§ What to produce
Below are records; quote them exactly from the first line through the line that contains "pinky tip: (285, 269)".
------ Dataset excerpts ------
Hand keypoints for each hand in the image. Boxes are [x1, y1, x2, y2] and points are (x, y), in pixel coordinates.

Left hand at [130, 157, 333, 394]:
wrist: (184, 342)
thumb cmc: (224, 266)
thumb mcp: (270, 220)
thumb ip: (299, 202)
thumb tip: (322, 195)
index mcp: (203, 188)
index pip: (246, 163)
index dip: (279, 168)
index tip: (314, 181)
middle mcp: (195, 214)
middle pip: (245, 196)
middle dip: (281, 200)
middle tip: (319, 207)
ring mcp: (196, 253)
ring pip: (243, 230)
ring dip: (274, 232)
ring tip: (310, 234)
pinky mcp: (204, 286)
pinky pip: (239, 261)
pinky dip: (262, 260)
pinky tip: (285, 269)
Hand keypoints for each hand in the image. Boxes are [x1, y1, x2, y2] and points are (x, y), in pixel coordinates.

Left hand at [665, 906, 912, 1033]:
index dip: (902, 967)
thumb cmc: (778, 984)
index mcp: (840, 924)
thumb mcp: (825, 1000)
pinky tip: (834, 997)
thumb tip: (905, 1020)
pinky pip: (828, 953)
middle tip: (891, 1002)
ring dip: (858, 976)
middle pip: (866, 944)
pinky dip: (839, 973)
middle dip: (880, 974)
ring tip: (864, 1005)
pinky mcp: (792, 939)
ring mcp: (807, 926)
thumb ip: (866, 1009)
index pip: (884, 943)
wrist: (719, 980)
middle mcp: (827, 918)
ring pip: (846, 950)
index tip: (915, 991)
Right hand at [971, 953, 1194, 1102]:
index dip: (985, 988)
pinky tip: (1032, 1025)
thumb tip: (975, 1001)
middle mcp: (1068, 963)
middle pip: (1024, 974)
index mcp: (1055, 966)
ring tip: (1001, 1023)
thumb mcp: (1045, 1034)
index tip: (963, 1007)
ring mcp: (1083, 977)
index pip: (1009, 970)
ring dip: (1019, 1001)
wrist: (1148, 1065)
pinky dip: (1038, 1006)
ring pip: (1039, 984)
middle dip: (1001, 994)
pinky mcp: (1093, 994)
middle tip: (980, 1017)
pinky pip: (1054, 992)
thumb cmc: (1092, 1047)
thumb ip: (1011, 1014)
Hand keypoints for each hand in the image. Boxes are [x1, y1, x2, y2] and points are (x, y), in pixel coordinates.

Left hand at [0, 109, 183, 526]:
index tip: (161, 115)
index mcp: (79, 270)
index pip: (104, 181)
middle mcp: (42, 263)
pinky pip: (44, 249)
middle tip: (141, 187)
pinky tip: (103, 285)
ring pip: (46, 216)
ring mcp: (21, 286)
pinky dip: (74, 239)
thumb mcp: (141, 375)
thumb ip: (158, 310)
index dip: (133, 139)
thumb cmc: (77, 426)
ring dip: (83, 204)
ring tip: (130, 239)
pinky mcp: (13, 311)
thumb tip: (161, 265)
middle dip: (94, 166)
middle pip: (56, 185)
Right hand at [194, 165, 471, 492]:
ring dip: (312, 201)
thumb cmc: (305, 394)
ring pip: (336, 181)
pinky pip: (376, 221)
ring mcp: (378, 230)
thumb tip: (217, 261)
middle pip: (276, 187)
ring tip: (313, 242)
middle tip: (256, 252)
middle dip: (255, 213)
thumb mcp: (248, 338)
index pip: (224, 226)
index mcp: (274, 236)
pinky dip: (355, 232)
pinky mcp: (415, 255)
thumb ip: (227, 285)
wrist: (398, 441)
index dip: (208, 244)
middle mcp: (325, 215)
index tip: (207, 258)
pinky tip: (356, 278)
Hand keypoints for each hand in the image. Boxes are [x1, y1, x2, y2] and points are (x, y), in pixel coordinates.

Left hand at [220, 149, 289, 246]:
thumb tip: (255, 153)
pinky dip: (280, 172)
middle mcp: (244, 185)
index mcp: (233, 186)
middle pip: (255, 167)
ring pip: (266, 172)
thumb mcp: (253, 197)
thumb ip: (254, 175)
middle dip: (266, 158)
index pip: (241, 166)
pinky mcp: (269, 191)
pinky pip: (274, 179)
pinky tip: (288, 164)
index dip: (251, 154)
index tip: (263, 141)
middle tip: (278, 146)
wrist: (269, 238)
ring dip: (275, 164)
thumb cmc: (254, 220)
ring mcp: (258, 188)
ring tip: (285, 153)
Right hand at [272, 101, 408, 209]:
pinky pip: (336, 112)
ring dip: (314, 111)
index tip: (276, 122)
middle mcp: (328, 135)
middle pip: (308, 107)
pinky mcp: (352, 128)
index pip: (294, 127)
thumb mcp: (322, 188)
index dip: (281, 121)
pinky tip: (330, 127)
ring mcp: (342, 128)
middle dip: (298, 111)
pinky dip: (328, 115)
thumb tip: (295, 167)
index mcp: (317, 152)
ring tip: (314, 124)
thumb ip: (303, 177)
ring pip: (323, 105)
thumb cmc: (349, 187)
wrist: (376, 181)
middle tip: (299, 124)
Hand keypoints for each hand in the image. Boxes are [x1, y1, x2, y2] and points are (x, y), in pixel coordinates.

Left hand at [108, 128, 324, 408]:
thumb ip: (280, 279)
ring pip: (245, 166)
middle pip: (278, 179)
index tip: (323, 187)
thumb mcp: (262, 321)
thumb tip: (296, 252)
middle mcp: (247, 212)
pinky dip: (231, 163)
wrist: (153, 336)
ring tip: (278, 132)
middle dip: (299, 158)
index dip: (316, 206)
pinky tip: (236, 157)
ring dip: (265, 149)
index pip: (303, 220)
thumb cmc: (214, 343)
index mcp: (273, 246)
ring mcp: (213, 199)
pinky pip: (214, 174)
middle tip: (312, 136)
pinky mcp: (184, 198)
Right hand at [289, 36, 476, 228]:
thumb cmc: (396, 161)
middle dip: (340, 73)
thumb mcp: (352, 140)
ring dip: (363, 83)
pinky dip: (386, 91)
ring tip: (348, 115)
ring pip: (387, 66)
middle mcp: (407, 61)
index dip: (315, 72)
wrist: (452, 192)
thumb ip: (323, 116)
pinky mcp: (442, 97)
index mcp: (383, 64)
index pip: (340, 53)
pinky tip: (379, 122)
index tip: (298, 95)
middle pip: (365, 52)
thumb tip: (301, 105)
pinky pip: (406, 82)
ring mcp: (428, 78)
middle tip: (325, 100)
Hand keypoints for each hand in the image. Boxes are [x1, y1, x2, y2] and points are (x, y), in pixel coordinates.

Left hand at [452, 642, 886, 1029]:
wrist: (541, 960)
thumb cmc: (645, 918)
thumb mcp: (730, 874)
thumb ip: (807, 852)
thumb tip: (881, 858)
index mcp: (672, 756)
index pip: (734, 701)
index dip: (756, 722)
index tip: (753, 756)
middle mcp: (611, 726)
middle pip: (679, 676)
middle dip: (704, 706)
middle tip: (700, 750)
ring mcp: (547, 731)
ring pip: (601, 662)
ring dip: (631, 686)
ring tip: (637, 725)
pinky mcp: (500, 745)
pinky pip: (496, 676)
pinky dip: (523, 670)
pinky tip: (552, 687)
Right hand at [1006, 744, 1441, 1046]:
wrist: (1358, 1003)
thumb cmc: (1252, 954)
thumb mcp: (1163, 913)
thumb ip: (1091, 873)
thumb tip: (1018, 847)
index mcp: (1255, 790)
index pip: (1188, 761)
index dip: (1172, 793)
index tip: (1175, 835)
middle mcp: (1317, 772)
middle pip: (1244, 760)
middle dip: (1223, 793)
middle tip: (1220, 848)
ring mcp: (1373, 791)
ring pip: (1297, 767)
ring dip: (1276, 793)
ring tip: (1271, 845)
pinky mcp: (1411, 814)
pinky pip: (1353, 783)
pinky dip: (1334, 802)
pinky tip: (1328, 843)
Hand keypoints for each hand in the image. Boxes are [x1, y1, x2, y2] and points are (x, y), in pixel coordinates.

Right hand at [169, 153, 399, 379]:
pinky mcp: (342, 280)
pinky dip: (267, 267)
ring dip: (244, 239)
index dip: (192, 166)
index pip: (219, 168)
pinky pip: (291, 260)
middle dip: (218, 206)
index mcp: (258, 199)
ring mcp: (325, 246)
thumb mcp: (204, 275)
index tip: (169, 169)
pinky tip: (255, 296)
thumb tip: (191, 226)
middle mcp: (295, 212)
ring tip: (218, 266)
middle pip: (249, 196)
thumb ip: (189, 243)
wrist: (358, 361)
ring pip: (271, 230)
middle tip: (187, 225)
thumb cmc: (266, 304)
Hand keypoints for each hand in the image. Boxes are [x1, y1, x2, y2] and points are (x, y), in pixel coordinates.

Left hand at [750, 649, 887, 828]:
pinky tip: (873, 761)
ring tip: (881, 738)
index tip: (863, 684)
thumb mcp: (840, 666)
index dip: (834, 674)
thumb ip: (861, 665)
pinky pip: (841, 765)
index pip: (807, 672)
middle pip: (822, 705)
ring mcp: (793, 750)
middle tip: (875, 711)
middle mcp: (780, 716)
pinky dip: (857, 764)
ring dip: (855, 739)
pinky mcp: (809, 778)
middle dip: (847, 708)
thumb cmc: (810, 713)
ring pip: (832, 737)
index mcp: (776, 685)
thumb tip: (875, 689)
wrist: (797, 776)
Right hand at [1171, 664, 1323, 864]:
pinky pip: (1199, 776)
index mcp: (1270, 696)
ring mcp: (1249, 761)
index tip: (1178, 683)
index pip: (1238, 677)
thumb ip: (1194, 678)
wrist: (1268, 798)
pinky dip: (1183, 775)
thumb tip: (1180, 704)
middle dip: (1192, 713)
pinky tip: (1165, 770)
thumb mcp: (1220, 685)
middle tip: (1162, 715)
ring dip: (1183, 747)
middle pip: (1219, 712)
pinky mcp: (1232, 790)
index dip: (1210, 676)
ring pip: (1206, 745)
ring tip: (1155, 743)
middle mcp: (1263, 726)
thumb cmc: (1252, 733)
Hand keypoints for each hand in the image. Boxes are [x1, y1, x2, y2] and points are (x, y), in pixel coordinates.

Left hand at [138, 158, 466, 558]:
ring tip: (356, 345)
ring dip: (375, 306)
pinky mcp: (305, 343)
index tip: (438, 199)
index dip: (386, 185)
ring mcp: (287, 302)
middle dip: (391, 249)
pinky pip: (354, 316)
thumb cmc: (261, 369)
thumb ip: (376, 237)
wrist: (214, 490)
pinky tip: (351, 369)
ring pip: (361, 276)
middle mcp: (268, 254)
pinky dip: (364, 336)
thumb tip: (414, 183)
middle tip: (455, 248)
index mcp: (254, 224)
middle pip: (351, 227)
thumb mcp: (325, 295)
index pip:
------
§ Written response
Hand keypoints for each hand in the image. Boxes are [x1, y1, x2, y2] and points are (x, y), in pixel coordinates.

Left hand at [130, 157, 333, 394]:
wrist: (184, 342)
thumb cmc: (224, 266)
thumb mcp: (270, 220)
thumb ip: (299, 202)
thumb tip: (322, 195)
index mcp: (203, 188)
index pip: (246, 163)
index dip: (279, 168)
index tip: (314, 181)
middle mcp: (195, 214)
middle pip: (245, 196)
middle dip: (281, 200)
middle tip: (319, 207)
ring mcp: (196, 253)
ring pip: (243, 230)
ring dip: (274, 232)
ring tip: (310, 234)
pinky mcp: (204, 286)
pinky pip: (239, 261)
pinky dip: (262, 260)
pinky tip: (285, 269)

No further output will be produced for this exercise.